- **Extracted records**
☆ ☆ ☆ ☆
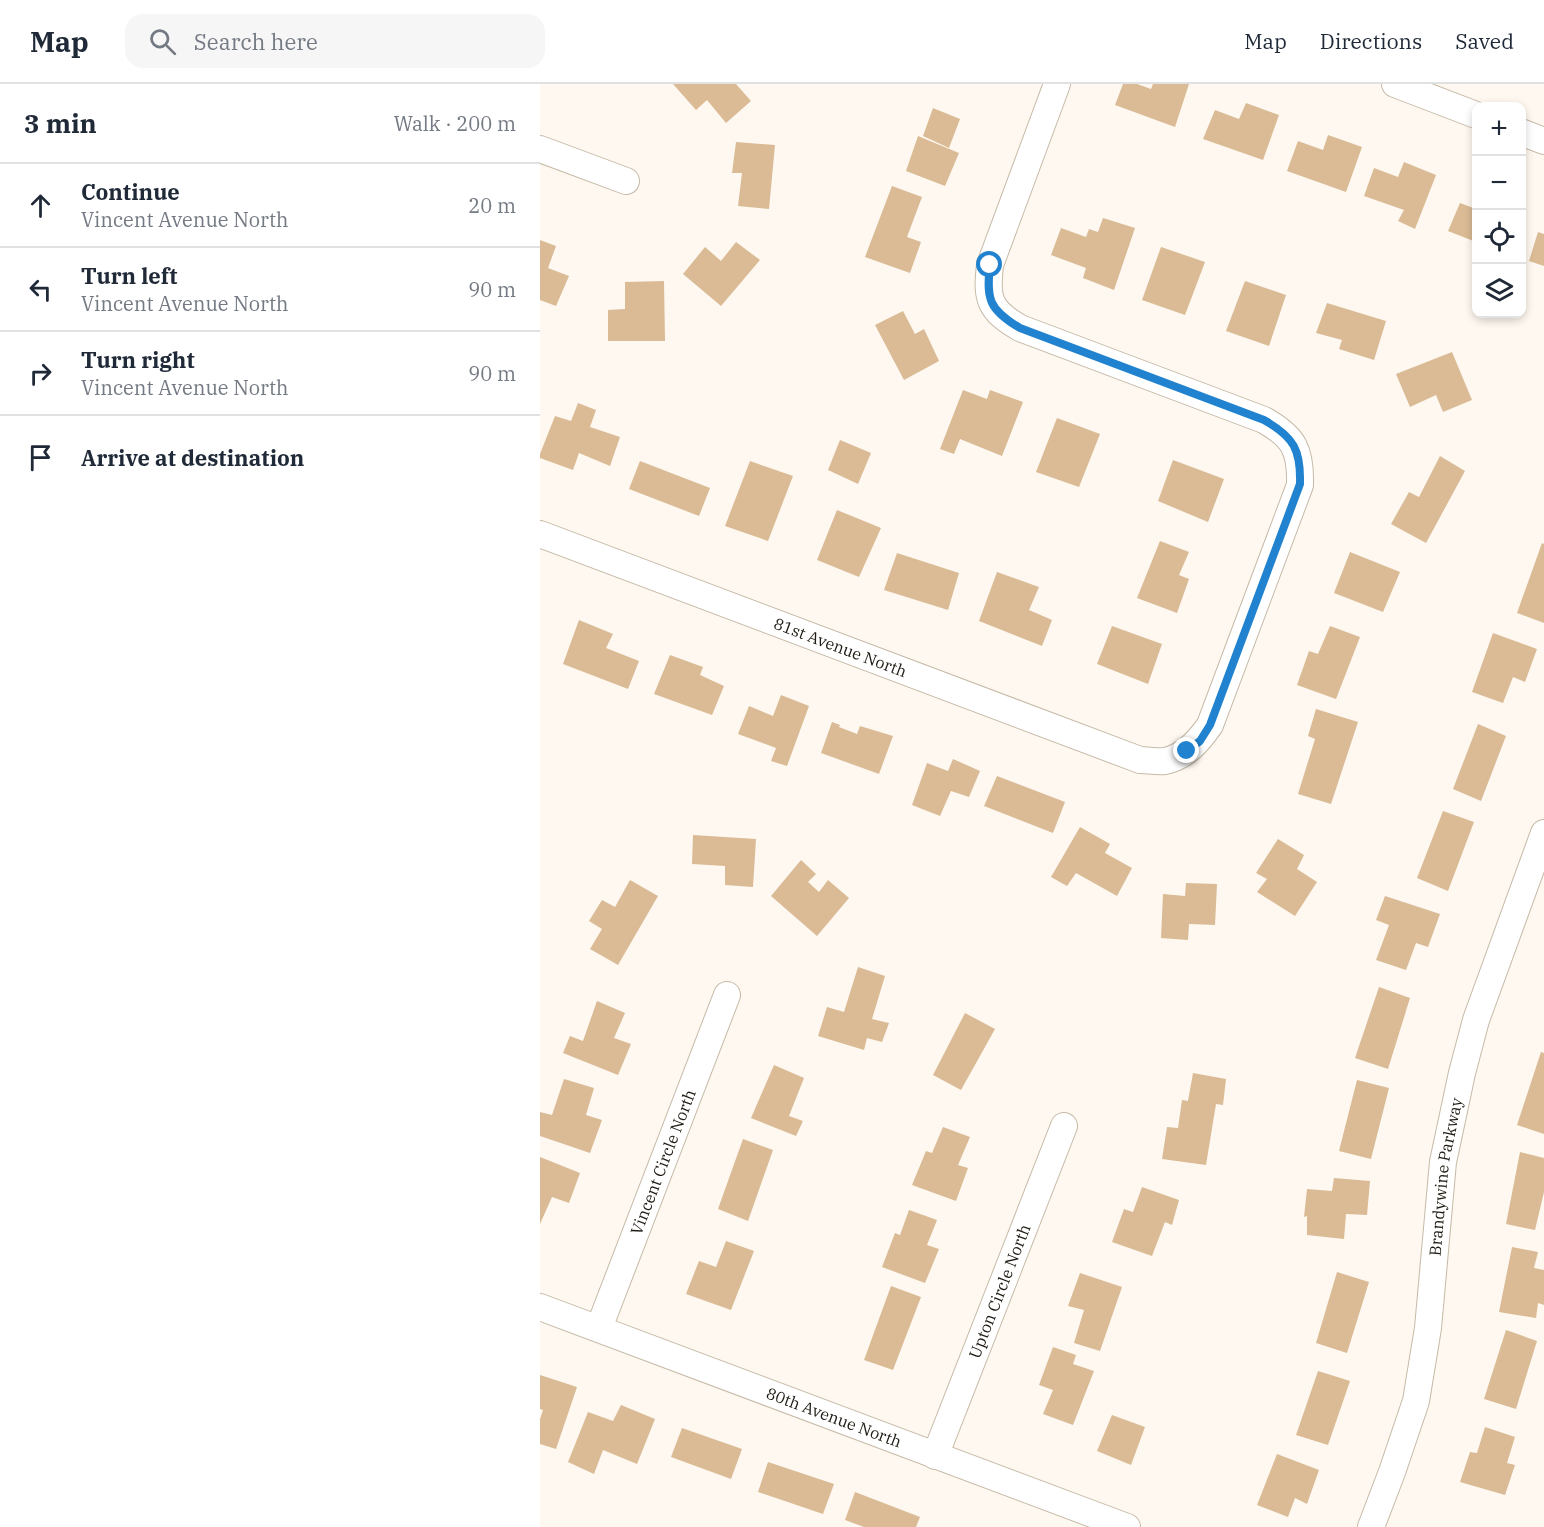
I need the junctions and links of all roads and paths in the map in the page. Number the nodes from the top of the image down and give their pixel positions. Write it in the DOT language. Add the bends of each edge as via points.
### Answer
graph roads {
  1 [pos="1057,84"];
  2 [pos="1395,84"];
  3 [pos="1472,113"];
  4 [pos="1526,134"];
  5 [pos="1544,141"];
  6 [pos="540,149"];
  7 [pos="626,181"];
  8 [pos="540,534"];
  9 [pos="1544,833"];
  10 [pos="727,995"];
  11 [pos="1064,1126"];
  12 [pos="540,1307"];
  13 [pos="598,1328"];
  14 [pos="935,1456"];
  15 [pos="1127,1527"];
  16 [pos="1371,1527"];
  1 -- 8 [label="street, 81st Avenue North" via="990,265 990,302 1003,318 1020,328 1264,420 1281,429 1294,444 1300,464 1300,484 1210,725 1200,741 1165,761 1140,760"];
  2 -- 3 [label="street"];
  4 -- 5 [label="street"];
  6 -- 7 [label="street"];
  9 -- 16 [label="street, Brandywine Parkway" via="1476,1020 1462,1073 1443,1162 1428,1328 1416,1401"];
  10 -- 13 [label="street, Vincent Circle North"];
  11 -- 14 [label="street, Upton Circle North"];
  12 -- 13 [label="street, 80th Avenue North"];
  13 -- 14 [label="street, 80th Avenue North"];
  14 -- 15 [label="street, 80th Avenue North"];
}
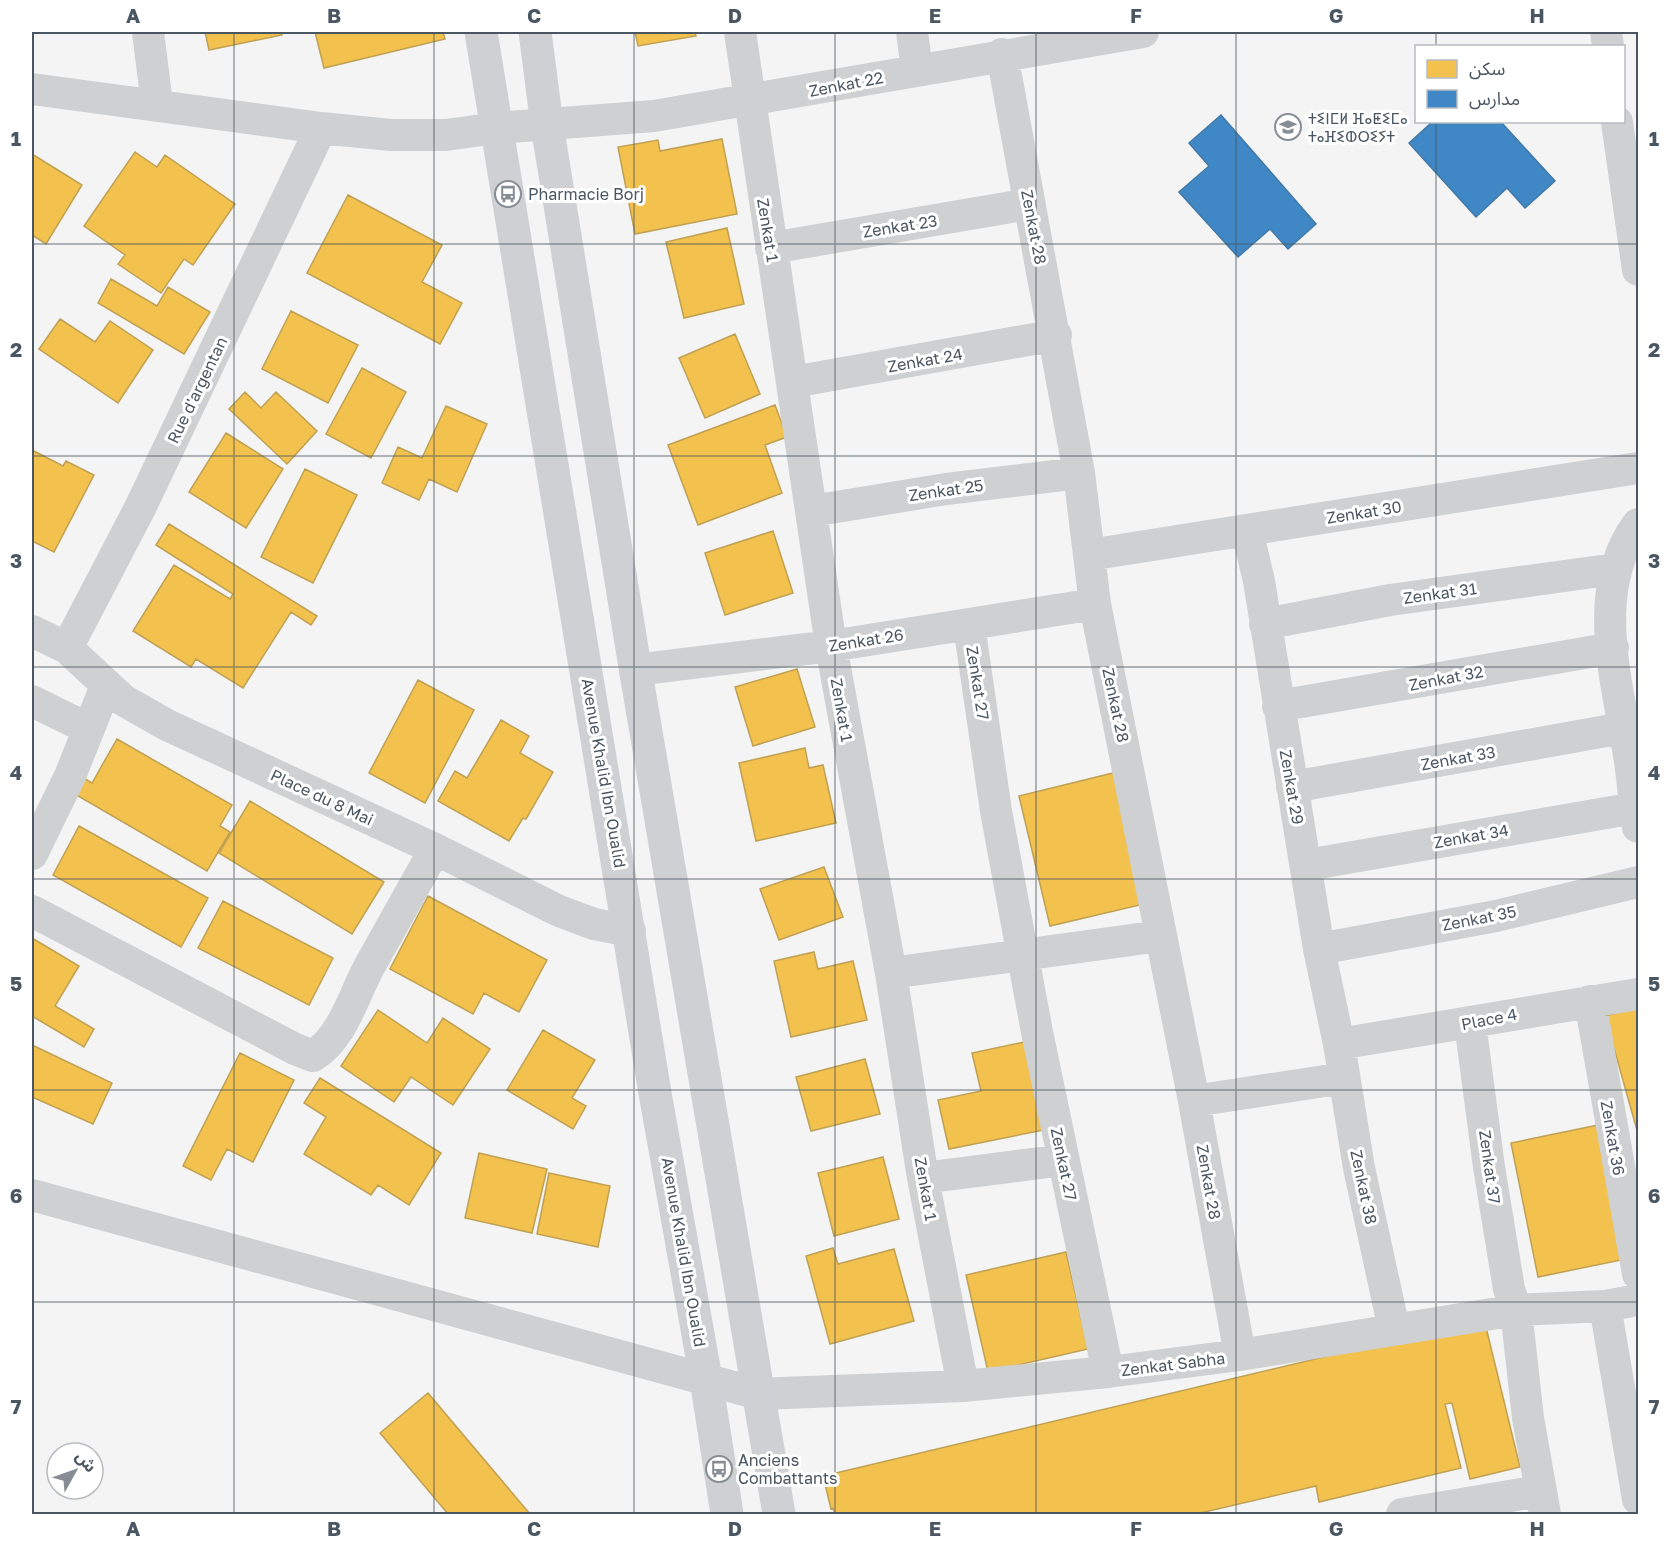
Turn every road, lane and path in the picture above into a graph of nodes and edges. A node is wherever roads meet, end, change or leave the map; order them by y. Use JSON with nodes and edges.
{"nodes":[{"id":1,"x":148,"y":32,"type":"edge"},
{"id":2,"x":480,"y":32,"type":"edge"},
{"id":3,"x":535,"y":32,"type":"edge"},
{"id":4,"x":740,"y":32,"type":"edge"},
{"id":5,"x":912,"y":32,"type":"edge"},
{"id":6,"x":1143,"y":32,"type":"edge"},
{"id":7,"x":1099,"y":35,"type":"edge"},
{"id":8,"x":1002,"y":54,"type":"junction"},
{"id":9,"x":917,"y":70,"type":"junction"},
{"id":10,"x":32,"y":89,"type":"edge"},
{"id":11,"x":749,"y":101,"type":"junction"},
{"id":12,"x":157,"y":104,"type":"junction"},
{"id":13,"x":1617,"y":123,"type":"edge"},
{"id":14,"x":547,"y":125,"type":"junction"},
{"id":15,"x":321,"y":128,"type":"junction"},
{"id":16,"x":497,"y":128,"type":"junction"},
{"id":17,"x":1632,"y":182,"type":"edge"},
{"id":18,"x":1029,"y":204,"type":"junction"},
{"id":19,"x":771,"y":248,"type":"junction"},
{"id":20,"x":1638,"y":270,"type":"edge"},
{"id":21,"x":1056,"y":335,"type":"junction"},
{"id":22,"x":793,"y":382,"type":"junction"},
{"id":23,"x":1638,"y":468,"type":"edge"},
{"id":24,"x":1079,"y":473,"type":"junction"},
{"id":25,"x":812,"y":511,"type":"junction"},
{"id":26,"x":1638,"y":524,"type":"edge"},
{"id":27,"x":1247,"y":530,"type":"junction"},
{"id":28,"x":1089,"y":555,"type":"junction"},
{"id":29,"x":1615,"y":568,"type":"junction"},
{"id":30,"x":1095,"y":604,"type":"junction"},
{"id":31,"x":1265,"y":624,"type":"junction"},
{"id":32,"x":969,"y":625,"type":"junction"},
{"id":33,"x":32,"y":631,"type":"edge"},
{"id":34,"x":831,"y":646,"type":"junction"},
{"id":35,"x":67,"y":648,"type":"junction"},
{"id":36,"x":1613,"y":648,"type":"junction"},
{"id":37,"x":635,"y":670,"type":"junction"},
{"id":38,"x":106,"y":686,"type":"junction"},
{"id":39,"x":32,"y":701,"type":"edge"},
{"id":40,"x":1278,"y":706,"type":"junction"},
{"id":41,"x":1623,"y":728,"type":"junction"},
{"id":42,"x":89,"y":729,"type":"junction"},
{"id":43,"x":1292,"y":786,"type":"junction"},
{"id":44,"x":1637,"y":818,"type":"edge"},
{"id":45,"x":435,"y":849,"type":"junction"},
{"id":46,"x":32,"y":854,"type":"edge"},
{"id":47,"x":1307,"y":865,"type":"junction"},
{"id":48,"x":1638,"y":882,"type":"edge"},
{"id":49,"x":32,"y":911,"type":"edge"},
{"id":50,"x":630,"y":931,"type":"junction"},
{"id":51,"x":1160,"y":936,"type":"junction"},
{"id":52,"x":1319,"y":949,"type":"junction"},
{"id":53,"x":1024,"y":955,"type":"junction"},
{"id":54,"x":891,"y":973,"type":"junction"},
{"id":55,"x":1638,"y":994,"type":"edge"},
{"id":56,"x":1590,"y":1001,"type":"junction"},
{"id":57,"x":1470,"y":1023,"type":"junction"},
{"id":58,"x":1339,"y":1044,"type":"junction"},
{"id":59,"x":1344,"y":1078,"type":"junction"},
{"id":60,"x":1194,"y":1101,"type":"junction"},
{"id":61,"x":1063,"y":1160,"type":"junction"},
{"id":62,"x":923,"y":1178,"type":"junction"},
{"id":63,"x":32,"y":1195,"type":"edge"},
{"id":64,"x":1638,"y":1274,"type":"edge"},
{"id":65,"x":1638,"y":1300,"type":"edge"},
{"id":66,"x":1605,"y":1306,"type":"junction"},
{"id":67,"x":1516,"y":1310,"type":"junction"},
{"id":68,"x":1394,"y":1329,"type":"junction"},
{"id":69,"x":1240,"y":1355,"type":"junction"},
{"id":70,"x":1108,"y":1372,"type":"junction"},
{"id":71,"x":706,"y":1379,"type":"junction"},
{"id":72,"x":963,"y":1386,"type":"junction"},
{"id":73,"x":759,"y":1394,"type":"junction"},
{"id":74,"x":1638,"y":1499,"type":"edge"},
{"id":75,"x":1542,"y":1503,"type":"edge"},
{"id":76,"x":727,"y":1515,"type":"edge"},
{"id":77,"x":779,"y":1515,"type":"edge"},
{"id":78,"x":1402,"y":1515,"type":"edge"}],
"edges":[{"from":1,"to":12,"type":"street"},
{"from":2,"to":16,"type":"main road","name":"Avenue Khalid Ibn Oualid"},
{"from":3,"to":14,"type":"main road"},
{"from":4,"to":11,"type":"street","name":"Zenkat 1"},
{"from":5,"to":9,"type":"street"},
{"from":6,"to":7,"type":"street","name":"Zenkat 22"},
{"from":7,"to":8,"type":"street","name":"Zenkat 22"},
{"from":8,"to":9,"type":"street","name":"Zenkat 22"},
{"from":8,"to":18,"type":"street","name":"Zenkat 28"},
{"from":9,"to":11,"type":"street","name":"Zenkat 22"},
{"from":10,"to":12,"type":"street","name":"Zenkat 22"},
{"from":11,"to":14,"type":"street","name":"Zenkat 22"},
{"from":11,"to":19,"type":"street","name":"Zenkat 1"},
{"from":12,"to":15,"type":"street","name":"Zenkat 22"},
{"from":13,"to":17,"type":"street"},
{"from":14,"to":16,"type":"street","name":"Zenkat 22"},
{"from":14,"to":37,"type":"main road"},
{"from":15,"to":16,"type":"street","name":"Zenkat 22"},
{"from":15,"to":35,"type":"street","name":"Rue d'argentan"},
{"from":16,"to":50,"type":"main road","name":"Avenue Khalid Ibn Oualid"},
{"from":17,"to":20,"type":"street"},
{"from":18,"to":19,"type":"street","name":"Zenkat 23"},
{"from":18,"to":21,"type":"street","name":"Zenkat 28"},
{"from":19,"to":22,"type":"street","name":"Zenkat 1"},
{"from":21,"to":22,"type":"street","name":"Zenkat 24"},
{"from":21,"to":24,"type":"street","name":"Zenkat 28"},
{"from":22,"to":25,"type":"street","name":"Zenkat 1"},
{"from":23,"to":27,"type":"street","name":"Zenkat 30"},
{"from":24,"to":25,"type":"street","name":"Zenkat 25"},
{"from":24,"to":28,"type":"street","name":"Zenkat 28"},
{"from":25,"to":34,"type":"street","name":"Zenkat 1"},
{"from":26,"to":29,"type":"street"},
{"from":27,"to":28,"type":"street","name":"Zenkat 30"},
{"from":27,"to":31,"type":"street","name":"Zenkat 29"},
{"from":28,"to":30,"type":"street","name":"Zenkat 28"},
{"from":29,"to":31,"type":"street","name":"Zenkat 31"},
{"from":29,"to":36,"type":"street"},
{"from":30,"to":32,"type":"street","name":"Zenkat 26"},
{"from":30,"to":51,"type":"street","name":"Zenkat 28"},
{"from":31,"to":40,"type":"street","name":"Zenkat 29"},
{"from":32,"to":34,"type":"street","name":"Zenkat 26"},
{"from":32,"to":53,"type":"street","name":"Zenkat 27"},
{"from":33,"to":35,"type":"street","name":"Place du 8 Mai"},
{"from":34,"to":37,"type":"street","name":"Zenkat 26"},
{"from":34,"to":54,"type":"street","name":"Zenkat 1"},
{"from":35,"to":38,"type":"street","name":"Place du 8 Mai"},
{"from":36,"to":40,"type":"street","name":"Zenkat 32"},
{"from":36,"to":41,"type":"street"},
{"from":37,"to":73,"type":"main road"},
{"from":38,"to":42,"type":"street"},
{"from":38,"to":45,"type":"street","name":"Place du 8 Mai"},
{"from":39,"to":42,"type":"street"},
{"from":40,"to":43,"type":"street","name":"Zenkat 29"},
{"from":41,"to":43,"type":"street","name":"Zenkat 33"},
{"from":41,"to":44,"type":"street"},
{"from":42,"to":46,"type":"street"},
{"from":43,"to":47,"type":"street","name":"Zenkat 29"},
{"from":44,"to":47,"type":"street","name":"Zenkat 34"},
{"from":45,"to":49,"type":"street"},
{"from":45,"to":50,"type":"street","name":"Place du 8 Mai"},
{"from":47,"to":52,"type":"street","name":"Zenkat 29"},
{"from":48,"to":52,"type":"street","name":"Zenkat 35"},
{"from":50,"to":71,"type":"main road","name":"Avenue Khalid Ibn Oualid"},
{"from":51,"to":53,"type":"street"},
{"from":51,"to":60,"type":"street","name":"Zenkat 28"},
{"from":52,"to":58,"type":"street","name":"Zenkat 29"},
{"from":53,"to":54,"type":"street"},
{"from":53,"to":61,"type":"street","name":"Zenkat 27"},
{"from":54,"to":62,"type":"street","name":"Zenkat 1"},
{"from":55,"to":56,"type":"street","name":"Place 4"},
{"from":56,"to":57,"type":"street","name":"Place 4"},
{"from":56,"to":64,"type":"street","name":"Zenkat 36"},
{"from":57,"to":58,"type":"street","name":"Place 4"},
{"from":57,"to":67,"type":"street","name":"Zenkat 37"},
{"from":58,"to":59,"type":"street","name":"Zenkat 38"},
{"from":59,"to":60,"type":"street"},
{"from":59,"to":68,"type":"street","name":"Zenkat 38"},
{"from":60,"to":69,"type":"street","name":"Zenkat 28"},
{"from":61,"to":62,"type":"street"},
{"from":61,"to":70,"type":"street","name":"Zenkat 27"},
{"from":62,"to":72,"type":"street","name":"Zenkat 1"},
{"from":63,"to":71,"type":"street","name":"Zenkat Sabha"},
{"from":65,"to":66,"type":"street","name":"Zenkat Sabha"},
{"from":66,"to":67,"type":"street","name":"Zenkat Sabha"},
{"from":66,"to":74,"type":"street"},
{"from":67,"to":68,"type":"street","name":"Zenkat Sabha"},
{"from":67,"to":75,"type":"street","name":"Zenkat 37"},
{"from":68,"to":69,"type":"street","name":"Zenkat Sabha"},
{"from":69,"to":70,"type":"street","name":"Zenkat Sabha"},
{"from":70,"to":72,"type":"street","name":"Zenkat Sabha"},
{"from":71,"to":73,"type":"street","name":"Zenkat Sabha"},
{"from":71,"to":76,"type":"main road","name":"Avenue Khalid Ibn Oualid"},
{"from":72,"to":73,"type":"street","name":"Zenkat Sabha"},
{"from":73,"to":77,"type":"main road"},
{"from":75,"to":78,"type":"street"}]}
☆ ☆ ☆ ☆
- **Required work**
Filter these records, keeping every line where the word "edges" occurs.

- **Response below**
Turn every road, lane and path in the picture above into a graph of nodes and edges. A node is wherever roads meet, end, change or leave the map; order them by y. Use JSON with nodes and edges.
"edges":[{"from":1,"to":12,"type":"street"},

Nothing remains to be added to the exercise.